#### DATA TO USE
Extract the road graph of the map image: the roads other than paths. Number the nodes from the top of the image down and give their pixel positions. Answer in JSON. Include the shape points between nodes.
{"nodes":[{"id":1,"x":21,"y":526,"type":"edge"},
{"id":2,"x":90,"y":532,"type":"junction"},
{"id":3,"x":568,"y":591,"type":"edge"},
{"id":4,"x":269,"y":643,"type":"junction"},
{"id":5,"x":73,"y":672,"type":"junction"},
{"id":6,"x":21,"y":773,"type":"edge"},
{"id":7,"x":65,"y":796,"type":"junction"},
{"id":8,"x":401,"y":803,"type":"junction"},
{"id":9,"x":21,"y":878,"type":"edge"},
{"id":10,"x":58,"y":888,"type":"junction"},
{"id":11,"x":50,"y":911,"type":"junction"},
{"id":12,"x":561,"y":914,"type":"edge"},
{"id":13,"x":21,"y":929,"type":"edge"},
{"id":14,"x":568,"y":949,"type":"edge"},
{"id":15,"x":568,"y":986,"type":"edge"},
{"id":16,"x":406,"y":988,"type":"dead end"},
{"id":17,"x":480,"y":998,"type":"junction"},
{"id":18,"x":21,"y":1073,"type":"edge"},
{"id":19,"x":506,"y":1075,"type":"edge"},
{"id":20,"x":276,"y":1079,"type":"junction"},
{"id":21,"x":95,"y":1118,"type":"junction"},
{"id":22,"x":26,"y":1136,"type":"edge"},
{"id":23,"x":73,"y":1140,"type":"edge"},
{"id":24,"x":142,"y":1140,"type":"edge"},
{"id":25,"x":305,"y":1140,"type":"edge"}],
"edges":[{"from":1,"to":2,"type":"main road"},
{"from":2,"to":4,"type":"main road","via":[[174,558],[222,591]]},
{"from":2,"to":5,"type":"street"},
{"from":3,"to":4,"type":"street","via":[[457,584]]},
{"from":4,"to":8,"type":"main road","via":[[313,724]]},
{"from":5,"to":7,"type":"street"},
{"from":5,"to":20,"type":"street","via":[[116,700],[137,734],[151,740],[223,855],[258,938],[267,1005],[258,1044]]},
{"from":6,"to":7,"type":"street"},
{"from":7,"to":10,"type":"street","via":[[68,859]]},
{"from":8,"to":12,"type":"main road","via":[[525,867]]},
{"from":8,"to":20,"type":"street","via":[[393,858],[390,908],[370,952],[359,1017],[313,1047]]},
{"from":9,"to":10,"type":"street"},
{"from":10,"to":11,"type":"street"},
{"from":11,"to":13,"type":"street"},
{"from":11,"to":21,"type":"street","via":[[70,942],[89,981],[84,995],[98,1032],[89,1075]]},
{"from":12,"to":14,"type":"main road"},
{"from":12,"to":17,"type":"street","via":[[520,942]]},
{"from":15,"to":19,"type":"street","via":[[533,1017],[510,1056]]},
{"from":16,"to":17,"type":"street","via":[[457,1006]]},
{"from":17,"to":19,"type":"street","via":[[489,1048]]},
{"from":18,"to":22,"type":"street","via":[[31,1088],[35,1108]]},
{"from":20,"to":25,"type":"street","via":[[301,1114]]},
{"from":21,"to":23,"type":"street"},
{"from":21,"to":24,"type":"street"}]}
########
**DESCRIPTION OF THE TASK**
Word for word, return the entire listing above.

**RESULT OF THE EXERCISE**
Extract the road graph of the map image: the roads other than paths. Number the nodes from the top of the image down and give their pixel positions. Answer in JSON. Include the shape points between nodes.
{"nodes":[{"id":1,"x":21,"y":526,"type":"edge"},
{"id":2,"x":90,"y":532,"type":"junction"},
{"id":3,"x":568,"y":591,"type":"edge"},
{"id":4,"x":269,"y":643,"type":"junction"},
{"id":5,"x":73,"y":672,"type":"junction"},
{"id":6,"x":21,"y":773,"type":"edge"},
{"id":7,"x":65,"y":796,"type":"junction"},
{"id":8,"x":401,"y":803,"type":"junction"},
{"id":9,"x":21,"y":878,"type":"edge"},
{"id":10,"x":58,"y":888,"type":"junction"},
{"id":11,"x":50,"y":911,"type":"junction"},
{"id":12,"x":561,"y":914,"type":"edge"},
{"id":13,"x":21,"y":929,"type":"edge"},
{"id":14,"x":568,"y":949,"type":"edge"},
{"id":15,"x":568,"y":986,"type":"edge"},
{"id":16,"x":406,"y":988,"type":"dead end"},
{"id":17,"x":480,"y":998,"type":"junction"},
{"id":18,"x":21,"y":1073,"type":"edge"},
{"id":19,"x":506,"y":1075,"type":"edge"},
{"id":20,"x":276,"y":1079,"type":"junction"},
{"id":21,"x":95,"y":1118,"type":"junction"},
{"id":22,"x":26,"y":1136,"type":"edge"},
{"id":23,"x":73,"y":1140,"type":"edge"},
{"id":24,"x":142,"y":1140,"type":"edge"},
{"id":25,"x":305,"y":1140,"type":"edge"}],
"edges":[{"from":1,"to":2,"type":"main road"},
{"from":2,"to":4,"type":"main road","via":[[174,558],[222,591]]},
{"from":2,"to":5,"type":"street"},
{"from":3,"to":4,"type":"street","via":[[457,584]]},
{"from":4,"to":8,"type":"main road","via":[[313,724]]},
{"from":5,"to":7,"type":"street"},
{"from":5,"to":20,"type":"street","via":[[116,700],[137,734],[151,740],[223,855],[258,938],[267,1005],[258,1044]]},
{"from":6,"to":7,"type":"street"},
{"from":7,"to":10,"type":"street","via":[[68,859]]},
{"from":8,"to":12,"type":"main road","via":[[525,867]]},
{"from":8,"to":20,"type":"street","via":[[393,858],[390,908],[370,952],[359,1017],[313,1047]]},
{"from":9,"to":10,"type":"street"},
{"from":10,"to":11,"type":"street"},
{"from":11,"to":13,"type":"street"},
{"from":11,"to":21,"type":"street","via":[[70,942],[89,981],[84,995],[98,1032],[89,1075]]},
{"from":12,"to":14,"type":"main road"},
{"from":12,"to":17,"type":"street","via":[[520,942]]},
{"from":15,"to":19,"type":"street","via":[[533,1017],[510,1056]]},
{"from":16,"to":17,"type":"street","via":[[457,1006]]},
{"from":17,"to":19,"type":"street","via":[[489,1048]]},
{"from":18,"to":22,"type":"street","via":[[31,1088],[35,1108]]},
{"from":20,"to":25,"type":"street","via":[[301,1114]]},
{"from":21,"to":23,"type":"street"},
{"from":21,"to":24,"type":"street"}]}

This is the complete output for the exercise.